Veranstaltern wir uns war das Dilemma gar nicht sofort klar. Wir haben dann später die Honoraranteile, die wir fälschlicherweise als Gesamtumsatz behalten durften, abzüglich des Steueranteils weitergeleitet.
Der Umgang mit Geld in der Pandemiezeit hat das Vertrauen in die Demokratie vieler erschüttert: Manche Freiberufler bekamen kaum Unterstützung, und dann oft sogar nur als zinsloser Kredit, während andere (wie zum Beispiel Galerien Galerien) nichts zurückzahlen mussten. Die Vergabe- und Rückforderungskriterien waren intransparent. Hier wäre auch ein Untersuchungsausschus nötig.
Sehr dringend muss zunächst Spahns freihändige Vergabe von Milliardenaufträgen an ihm persönlich bekannte Firmen hinterfragt werden. Auch, wie viel wo als "Vermittlungspovision" hängengeblieben ist.
Natürlich wurden in der Zeit viele Fehler gemacht. Viele können, ja müssen wir verzeihen.

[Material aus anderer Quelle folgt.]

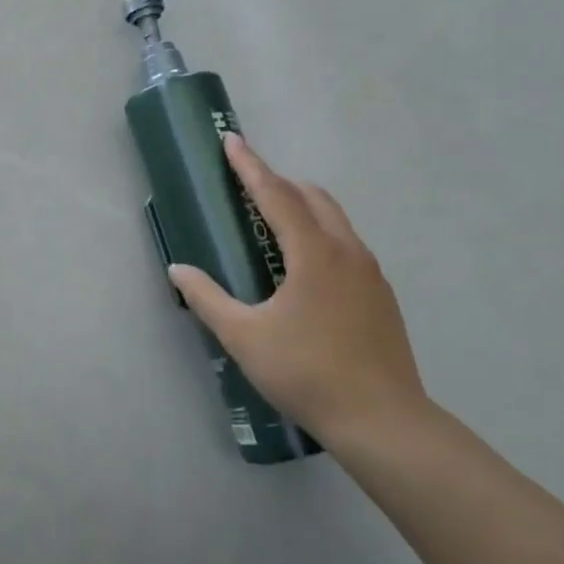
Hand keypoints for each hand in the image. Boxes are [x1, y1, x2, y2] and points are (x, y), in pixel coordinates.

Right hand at [167, 135, 427, 449]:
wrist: (385, 424)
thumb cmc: (307, 373)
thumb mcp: (244, 337)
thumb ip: (207, 298)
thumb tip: (178, 270)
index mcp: (314, 253)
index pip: (276, 194)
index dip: (250, 165)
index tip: (231, 139)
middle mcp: (347, 251)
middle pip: (312, 196)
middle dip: (278, 182)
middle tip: (247, 186)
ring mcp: (370, 273)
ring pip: (335, 219)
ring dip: (303, 206)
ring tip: (273, 221)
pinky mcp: (381, 295)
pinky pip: (347, 243)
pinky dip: (321, 232)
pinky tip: (305, 267)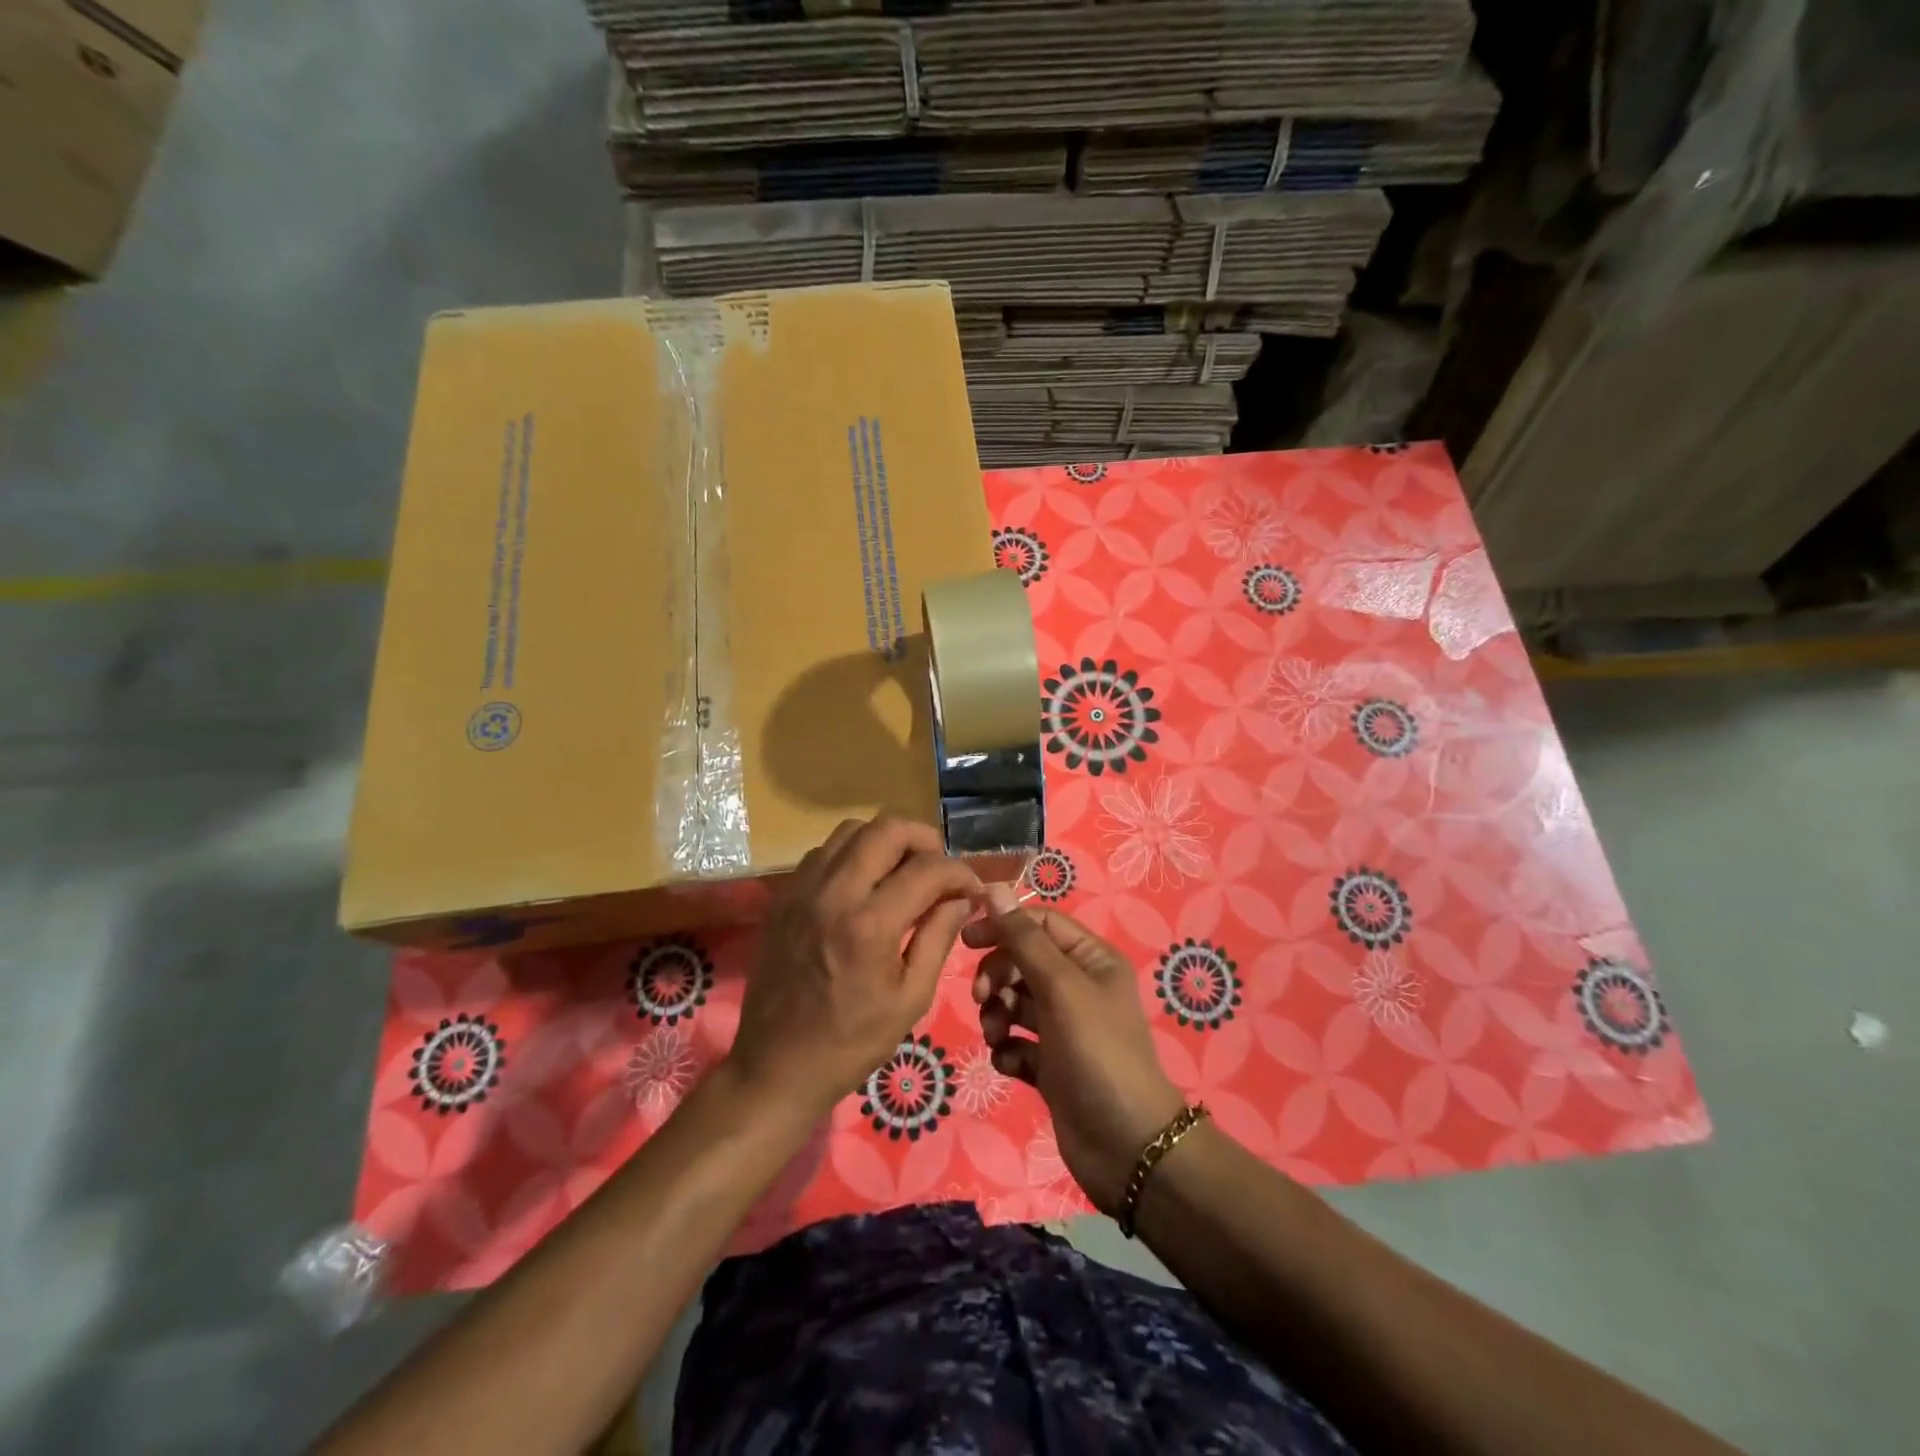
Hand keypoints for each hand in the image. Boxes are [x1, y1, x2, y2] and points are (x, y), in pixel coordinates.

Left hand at [729, 817, 979, 1118]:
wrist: (776, 1067)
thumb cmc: (852, 1043)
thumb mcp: (910, 998)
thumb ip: (939, 937)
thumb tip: (962, 897)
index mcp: (870, 925)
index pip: (927, 869)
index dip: (960, 872)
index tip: (973, 889)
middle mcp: (833, 893)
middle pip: (886, 828)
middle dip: (924, 839)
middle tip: (940, 868)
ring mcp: (802, 890)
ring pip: (851, 830)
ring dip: (886, 841)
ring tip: (904, 870)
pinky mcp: (783, 897)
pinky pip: (823, 852)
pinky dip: (853, 854)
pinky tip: (865, 885)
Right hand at [963, 889, 1186, 1214]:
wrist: (1125, 1146)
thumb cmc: (1096, 1053)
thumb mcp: (1060, 988)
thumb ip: (1023, 940)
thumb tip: (992, 888)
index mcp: (1091, 959)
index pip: (1040, 923)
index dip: (1003, 925)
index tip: (966, 939)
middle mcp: (1078, 987)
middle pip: (1022, 962)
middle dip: (998, 977)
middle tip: (983, 999)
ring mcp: (1064, 1028)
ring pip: (1015, 1003)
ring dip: (998, 1015)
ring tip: (998, 1035)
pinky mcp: (1051, 1065)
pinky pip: (1017, 1042)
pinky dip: (1008, 1049)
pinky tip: (1011, 1064)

Aber keine Handlungen, die in den Bereich der Korruption gehen.
Hier muss Verantwortung übernommen, müssen Konsequenzen gezogen werden. Sonst sind Fälle wie dieser Wasser auf den Mühlen derjenigen, die die Demoktratie abschaffen möchten, gerne in vier Jahren mit den Spahns dieser Welt als Mehrheitenbeschaffer. Das aktuelle Herumlavieren ist verherrend, zeigt es doch allen, dass Regeln und Gesetze nur für die Wahlbürger zu gelten scheinen, nicht für die Gewählten!